▶ **TASK PROMPT**
I'd like the entries repeated exactly, without their pictures.

▶ **TASK INPUT**
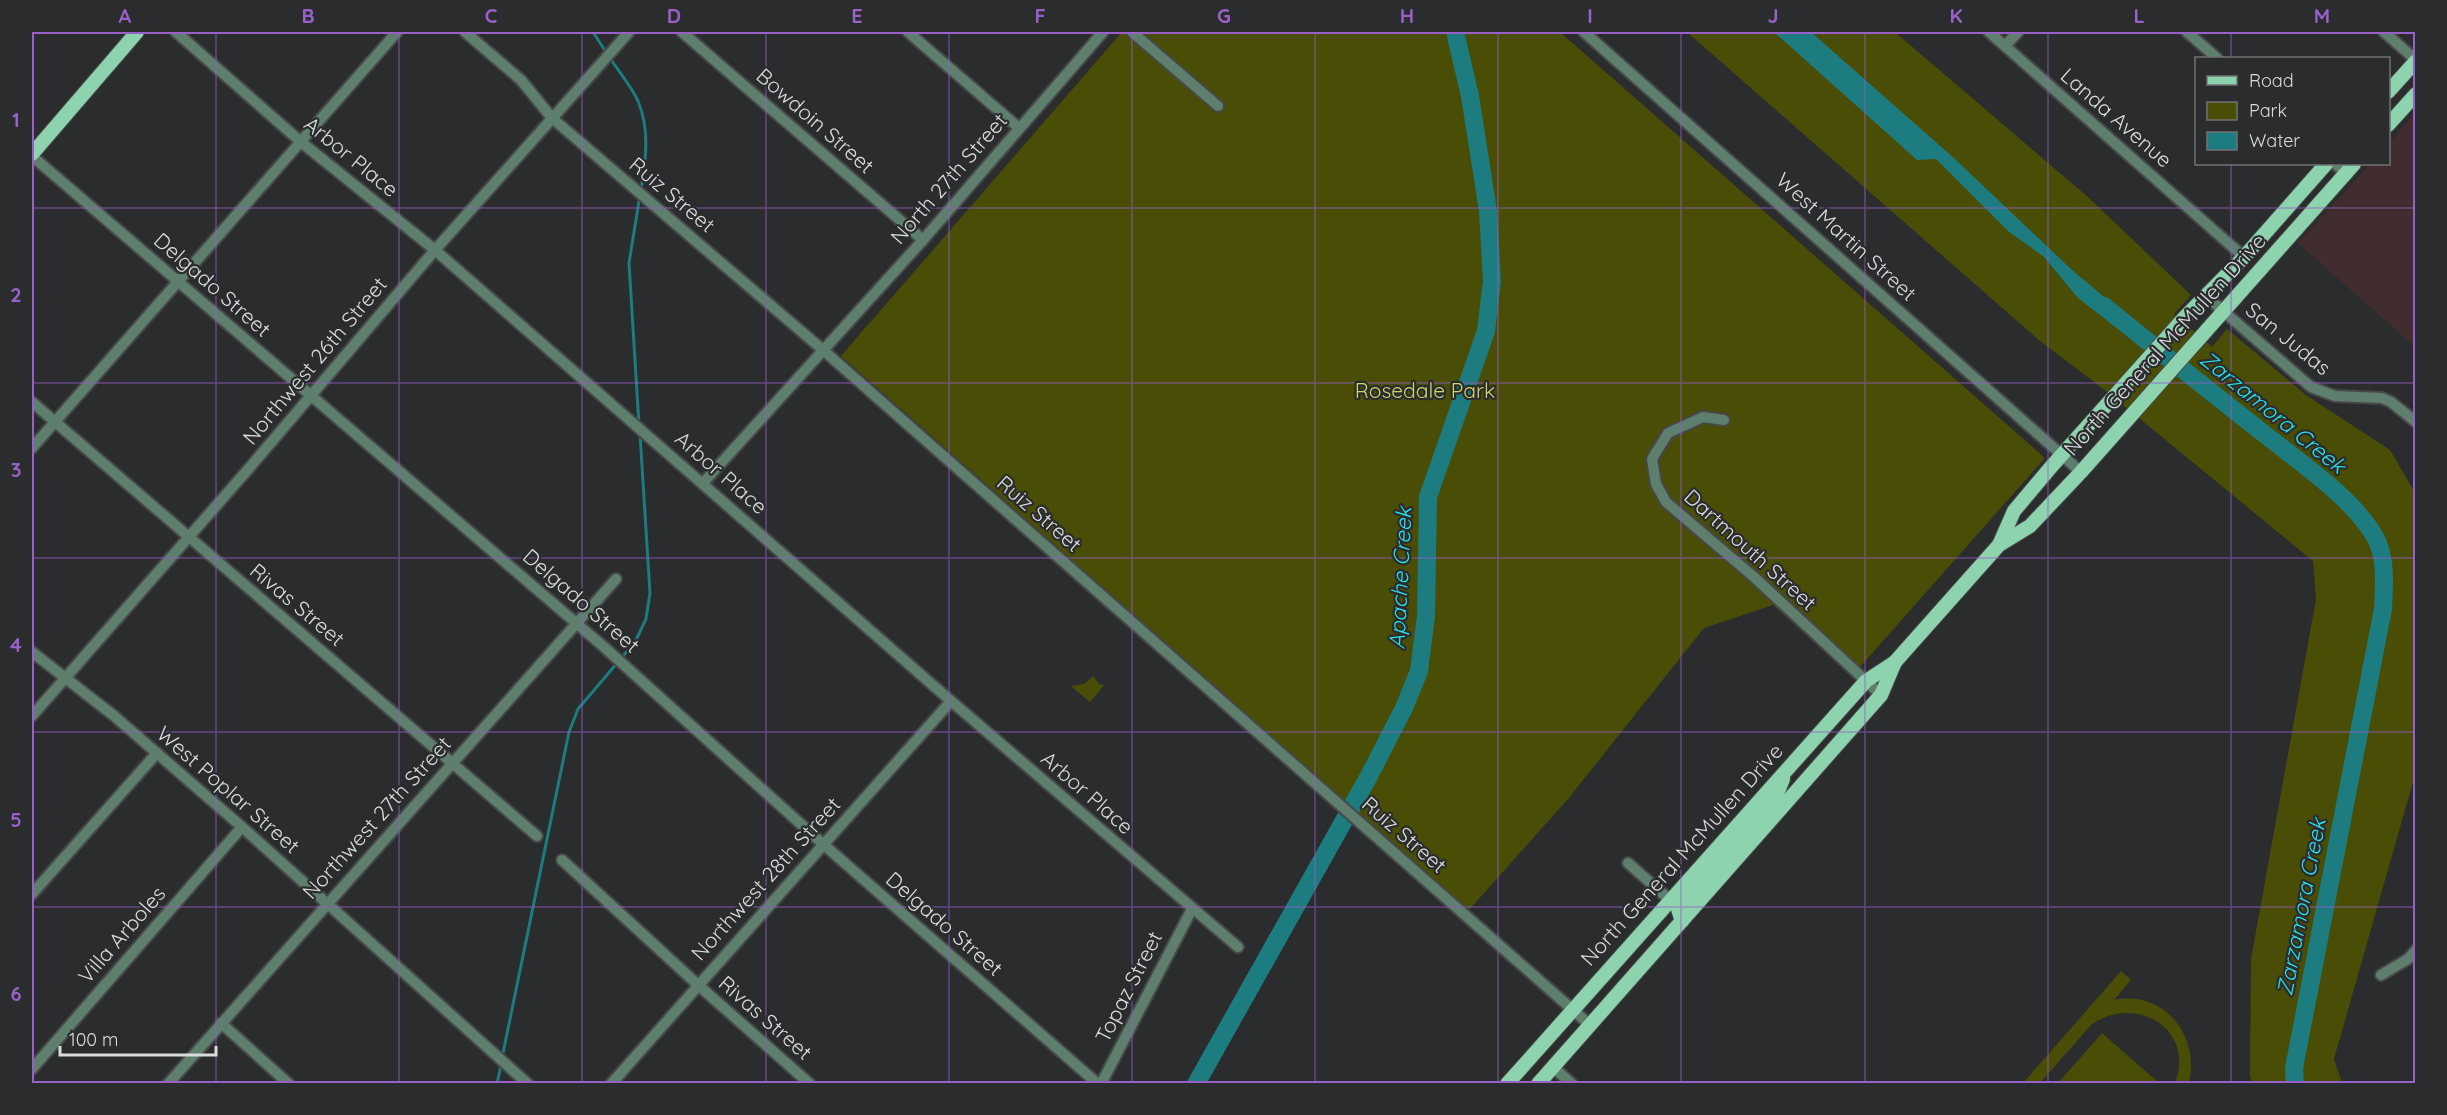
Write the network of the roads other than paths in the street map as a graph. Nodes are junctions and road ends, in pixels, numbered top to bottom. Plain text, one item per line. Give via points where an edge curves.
1 (137, 32) edge
2 (176, 32) edge
3 (397, 32) edge
4 (465, 32) edge
5 (629, 32) edge
6 (682, 32) edge
7 (908, 32) edge
8 (1102, 32) edge
9 (1131, 32) edge
10 (1584, 32) edge
11 (1989, 32) edge
12 (2018, 32) edge
13 (2187, 32) edge
14 (2384, 32) edge
15 (2005, 46) junction
16 (2216, 57) edge
17 (2415, 61) edge
18 (2390, 90) edge
19 (2415, 94) edge
20 (1218, 106) dead end
21 (552, 118) junction
22 (2390, 123) edge
23 (1019, 128) junction
24 (301, 142) junction
25 (32, 155) edge
26 (2325, 165) edge
27 (2345, 167) edge
28 (923, 240) junction
29 (435, 250) junction
30 (2244, 257) junction
31 (179, 282) junction
32 (2207, 297) junction
33 (2224, 312) junction
34 (823, 350) junction
35 (313, 395) junction
36 (32, 402) edge
37 (1724, 420) dead end
38 (55, 422) junction
39 (2415, 422) edge
40 (32, 448) edge
41 (2062, 455) junction
42 (2081, 472) junction
43 (703, 483) junction
44 (188, 538) junction
45 (1999, 545) junction
46 (616, 579) dead end
47 (578, 623) junction
48 (32, 652) edge
49 (1895, 662) junction
50 (64, 679) junction
51 (1866, 681) junction
52 (1881, 695) junction
53 (951, 701) junction
54 (32, 716) edge
55 (157, 753) junction
56 (452, 763) junction
57 (1788, 766) junction
58 (242, 827) junction
59 (537, 836) dead end
60 (823, 844) junction
61 (562, 860) dead end
62 (1628, 863) dead end
63 (32, 894) edge
64 (1670, 900) junction
65 (328, 903) junction
66 (1192, 909) junction
67 (1682, 921) junction
68 (1238, 947) dead end
69 (2415, 950) edge
70 (2381, 975) dead end
71 (697, 984) junction
72 (1573, 1010) junction
73 (221, 1023) junction
74 (1590, 1025) junction
75 (1553, 1066) junction
76 (32, 1069) edge
77 (168, 1083) edge
78 (289, 1083) edge
79 (528, 1083) edge
80 (611, 1083) edge
81 (810, 1083) edge
82 (1099, 1083) edge
83 (1507, 1083) edge
84 (1538, 1083) edge
85 (1572, 1083) edge

1 - 25 main road
2 - 24 street, Arbor Place
3 - 24 street
4 - 21 street, Ruiz Street via 521,80
5 - 21 street, Northwest 26th Street
6 - 28 street, Bowdoin Street
7 - 23 street
8 - 23 street, North 27th Street
9 - 20 street
10 - 41 street, West Martin Street
11 - 15 street, Landa Avenue
12 - 15 street
13 - 16 street
14 - 17 street
15 - 30 street, Landa Avenue
17 - 18 main road
19 - 22 main road
21 - 29 street, Northwest 26th Street
21 - 34 street, Ruiz Street
23 - 28 street, North 27th Street
24 - 29 street, Arbor Place
24 - 31 street
25 - 31 street, Delgado Street
26 - 30 main road, North General McMullen Drive
27 - 33 main road, North General McMullen Drive
28 - 34 street, North 27th Street
29 - 35 street, Northwest 26th Street
29 - 43 street, Arbor Place
30 - 32 main road, North General McMullen Drive
31 - 35 street, Delgado Street
31 - 38 street
32 - 33 street, San Judas
32 - 41 main road, North General McMullen Drive
33 - 39 street, San Judas via 2311,387 2335,396 2382,398
33 - 42 main road, North General McMullen Drive
34 - 43 street
34 - 72 street, Ruiz Street
35 - 44 street, Northwest 26th Street
35 - 47 street, Delgado Street
36 - 38 street, Rivas Street
37 - 51 street, Dartmouth Street via 1703,417 1668,433 1652,459 1656,484 1666,502
38 - 40 street
38 - 44 street, Rivas Street
41 - 42 street, West Martin Street
41 - 45 main road, North General McMullen Drive via 2014,511
42 - 45 main road, North General McMullen Drive via 2030,526
43 - 53 street, Arbor Place
44 - 50 street, Northwest 26th Street
44 - 56 street, Rivas Street
45 - 49 main road, North General McMullen Drive
46 - 47 street, Northwest 27th Street
47 - 56 street, Northwest 27th Street
47 - 60 street, Delgado Street
48 - 50 street, West Poplar Street
49 - 51 main road, North General McMullen Drive
49 - 52 main road, North General McMullen Drive
50 - 54 street, Northwest 26th Street
50 - 55 street, West Poplar Street
51 - 52 street, Dartmouth Street
51 - 57 main road, North General McMullen Drive
52 - 67 main road, North General McMullen Drive
53 - 60 street, Northwest 28th Street
53 - 66 street, Arbor Place
55 - 58 street, West Poplar Street
55 - 63 street
56 - 59 street, Rivas Street
56 - 65 street, Northwest 27th Street
57 - 64 main road, North General McMullen Drive
57 - 67 main road via 1775,799 1678,909
58 - 65 street, West Poplar Street
58 - 76 street, Villa Arboles
60 - 71 street, Northwest 28th Street
60 - 82 street, Delgado Street
61 - 71 street, Rivas Street
62 - 64 street
64 - 72 main road, North General McMullen Drive
65 - 73 street, Northwest 27th Street
65 - 79 street, West Poplar Street
66 - 68 street, Arbor Place
66 - 82 street, Topaz Street
67 - 74 main road, North General McMullen Drive
69 - 70 street via 2408,959
71 - 80 street, Northwest 28th Street
71 - 81 street, Rivas Street
72 - 74 street, Ruiz Street
72 - 83 main road, North General McMullen Drive
73 - 77 street, Northwest 27th Street
73 - 78 street
74 - 75 main road, North General McMullen Drive
75 - 84 main road, North General McMullen Drive
75 - 85 street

▶ **RESULT OF THIS EXERCISE**
Write the network of the roads other than paths in the street map as a graph. Nodes are junctions and road ends, in pixels, numbered top to bottom. Plain text, one item per line. Give via points where an edge curves.
1 (137, 32) edge
2 (176, 32) edge
3 (397, 32) edge
4 (465, 32) edge
5 (629, 32) edge
6 (682, 32) edge
7 (908, 32) edge
8 (1102, 32) edge
9 (1131, 32) edge
10 (1584, 32) edge
11 (1989, 32) edge
12 (2018, 32) edge
13 (2187, 32) edge
14 (2384, 32) edge
15 (2005, 46) junction
16 (2216, 57) edge
17 (2415, 61) edge
18 (2390, 90) edge
19 (2415, 94) edge
20 (1218, 106) dead end
21 (552, 118) junction
22 (2390, 123) edge
23 (1019, 128) junction
24 (301, 142) junction
25 (32, 155) edge
26 (2325, 165) edge
27 (2345, 167) edge
28 (923, 240) junction
29 (435, 250) junction
30 (2244, 257) junction
31 (179, 282) junction
32 (2207, 297) junction
33 (2224, 312) junction
34 (823, 350) junction
35 (313, 395) junction
36 (32, 402) edge
37 (1724, 420) dead end
38 (55, 422) junction
39 (2415, 422) edge
40 (32, 448) edge
41 (2062, 455) junction
42 (2081, 472) junction
43 (703, 483) junction
44 (188, 538) junction
45 (1999, 545) junction
46 (616, 579) dead end
47 (578, 623) junction
48 (32, 652) edge
49 (1895, 662) junction
50 (64, 679) junction
51 (1866, 681) junction
52 (1881, 695) junction
53 (951, 701) junction
54 (32, 716) edge
55 (157, 753) junction
56 (452, 763) junction
57 (1788, 766) junction
58 (242, 827) junction
59 (537, 836) dead end
60 (823, 844) junction
61 (562, 860) dead end
62 (1628, 863) dead end
63 (32, 894) edge
64 (1670, 900) junction
65 (328, 903) junction
66 (1192, 909) junction
67 (1682, 921) junction
68 (1238, 947) dead end
69 (2415, 950) edge
70 (2381, 975) dead end
71 (697, 984) junction
72 (1573, 1010) junction
73 (221, 1023) junction
74 (1590, 1025) junction
75 (1553, 1066) junction
76 (32, 1069) edge
77 (168, 1083) edge
78 (289, 1083) edge
79 (528, 1083) edge
80 (611, 1083) edge
81 (810, 1083) edge
82 (1099, 1083) edge
83 (1507, 1083) edge
84 (1538, 1083) edge
85 (1572, 1083) edge

1 - 25 main road
2 - 24 street, Arbor Place
3 - 24 street
4 - 21 street, Ruiz Street via 521,80
5 - 21 street, Northwest 26th Street
6 - 28 street, Bowdoin Street
7 - 23 street
8 - 23 street, North 27th Street
9 - 20 street
10 - 41 street, West Martin Street
11 - 15 street, Landa Avenue
12 - 15 street
13 - 16 street
14 - 17 street
15 - 30 street, Landa Avenue
17 - 18 main road
19 - 22 main road
21 - 29 street, Northwest 26th Street
21 - 34 street, Ruiz Street
23 - 28 street, North 27th Street
24 - 29 street, Arbor Place
24 - 31 street
25 - 31 street, Delgado Street
26 - 30 main road, North General McMullen Drive
27 - 33 main road, North General McMullen Drive
28 - 34 street, North 27th Street
29 - 35 street, Northwest 26th Street
29 - 43 street, Arbor Place
30 - 32 main road, North General McMullen Drive
31 - 35 street, Delgado Street
31 - 38 street
32 - 33 street, San Judas
32 - 41 main road, North General McMullen Drive
33 - 39 street, San Judas via 2311,387 2335,396 2382,398
33 - 42 main road, North General McMullen Drive
34 - 43 street
34 - 72 street, Ruiz Street
35 - 44 street, Northwest 26th Street
35 - 47 street, Delgado Street
36 - 38 street, Rivas Street
37 - 51 street, Dartmouth Street via 1703,417 1668,433 1652,459 1656,484 1666,502
38 - 40 street
38 - 44 street, Rivas Street
41 - 42 street, West Martin Street
41 - 45 main road, North General McMullen Drive via 2014,511
42 - 45 main road, North General McMullen Drive via 2030,526
43 - 53 street, Arbor Place
44 - 50 street, Northwest 26th Street
44 - 56 street, Rivas Street
45 - 49 main road, North General McMullen Drive
46 - 47 street, Northwest 27th Street
47 - 56 street, Northwest 27th Street
47 - 60 street, Delgado Street
48 - 50 street, West Poplar Street
49 - 51 main road, North General McMullen Drive
49 - 52 main road, North General McMullen Drive
50 - 54 street, Northwest 26th Street
50 - 55 street, West Poplar Street
51 - 52 street, Dartmouth Street
51 - 57 main road, North General McMullen Drive
52 - 67 main road, North General McMullen Drive
53 - 60 street, Northwest 28th Street
53 - 66 street, Arbor Place
55 - 58 street, West Poplar Street
55 - 63 street
56 - 59 street, Rivas Street
56 - 65 street, Northwest 27th Street
57 - 64 main road, North General McMullen Drive
57 - 67 main road via 1775,799 1678,909
58 - 65 street, West Poplar Street
58 - 76 street, Villa Arboles
60 - 71 street, Northwest 28th Street
60 - 82 street, Delgado Street
61 - 71 street, Rivas Street
62 - 64 street
64 - 72 main road, North General McMullen Drive
65 - 73 street, Northwest 27th Street
65 - 79 street, West Poplar Street
66 - 68 street, Arbor Place
66 - 82 street, Topaz Street
67 - 74 main road, North General McMullen Drive
69 - 70 street via 2408,959
71 - 80 street, Northwest 28th Street
71 - 81 street, Rivas Street
72 - 74 street, Ruiz Street
72 - 83 main road, North General McMullen Drive
73 - 77 street, Northwest 27th Street
73 - 78 street
74 - 75 main road, North General McMullen Drive
75 - 84 main road, North General McMullen Drive
75 - 85 street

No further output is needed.